PROMPT:
Give the data again exactly, without its images.

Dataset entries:
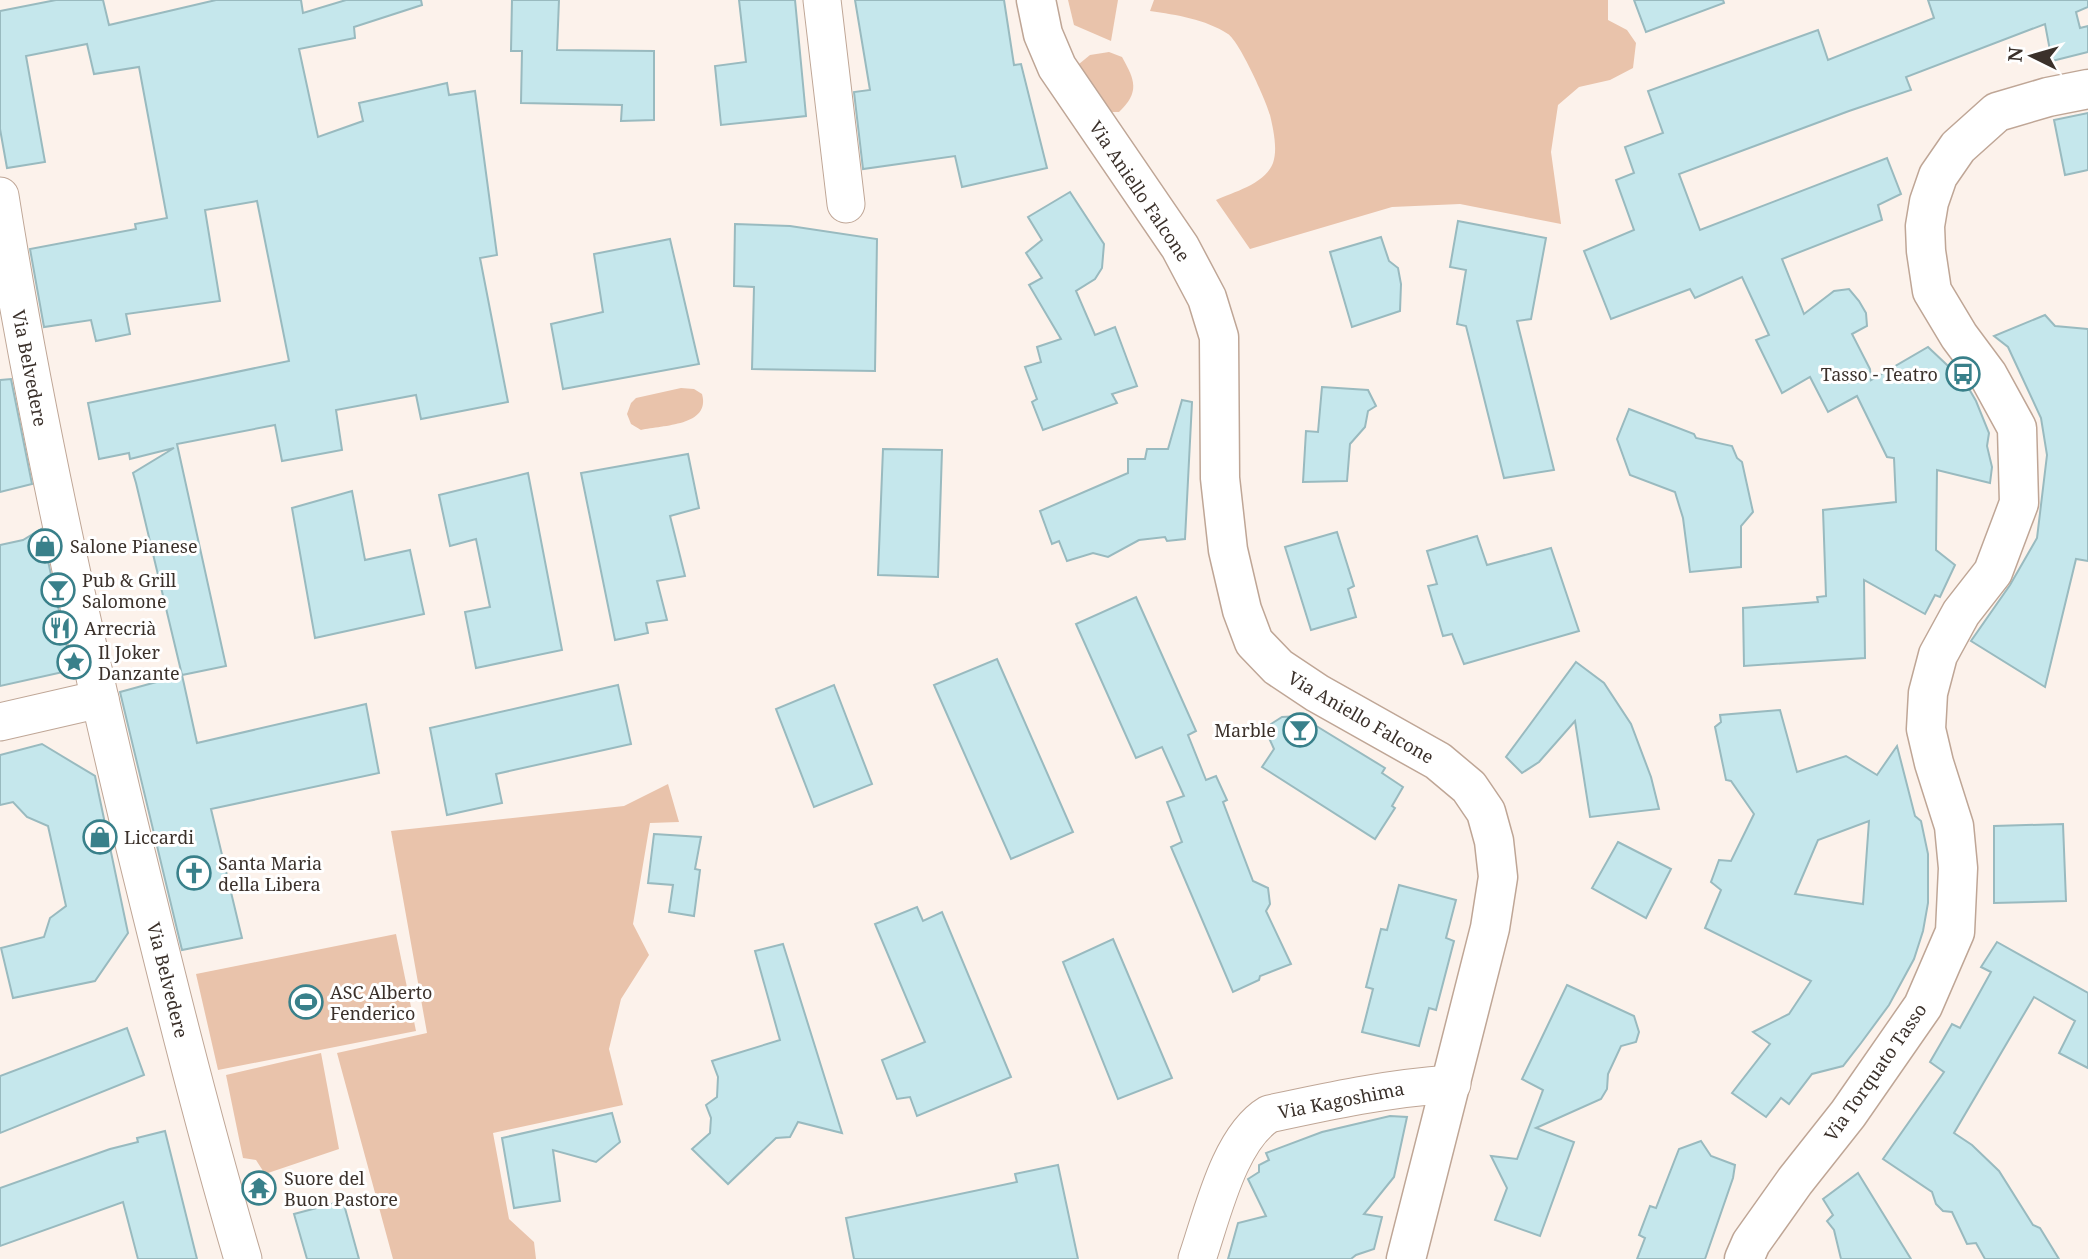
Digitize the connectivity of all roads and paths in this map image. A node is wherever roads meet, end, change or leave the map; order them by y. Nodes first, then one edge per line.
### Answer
1 (822, 0) edge
2 (1036, 0) edge
3 (2088, 89) edge
4 (0, 196) edge
5 (846, 204) dead end
6 (100, 699) junction
7 (0, 722) edge
8 (1452, 1084) junction
9 (243, 1259) edge
10 (1197, 1259) edge
11 (1406, 1259) edge
12 (1744, 1259) edge

1 - 5 street
2 - 8 street, Via Aniello Falcone
3 - 12 street, Via Torquato Tasso
4 - 6 street, Via Belvedere
6 - 7 street
6 - 9 street, Via Belvedere
8 - 10 street, Via Kagoshima
8 - 11 street, Via Aniello Falcone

WORKED SOLUTION:
Digitize the connectivity of all roads and paths in this map image. A node is wherever roads meet, end, change or leave the map; order them by y. Nodes first, then one edge per line.
### Answer
1 (822, 0) edge
2 (1036, 0) edge
3 (2088, 89) edge
4 (0, 196) edge
5 (846, 204) dead end
6 (100, 699) junction
7 (0, 722) edge
8 (1452, 1084) junction
9 (243, 1259) edge
10 (1197, 1259) edge
11 (1406, 1259) edge
12 (1744, 1259) edge

1 - 5 street
2 - 8 street, Via Aniello Falcone
3 - 12 street, Via Torquato Tasso
4 - 6 street, Via Belvedere
6 - 7 street
6 - 9 street, Via Belvedere
8 - 10 street, Via Kagoshima
8 - 11 street, Via Aniello Falcone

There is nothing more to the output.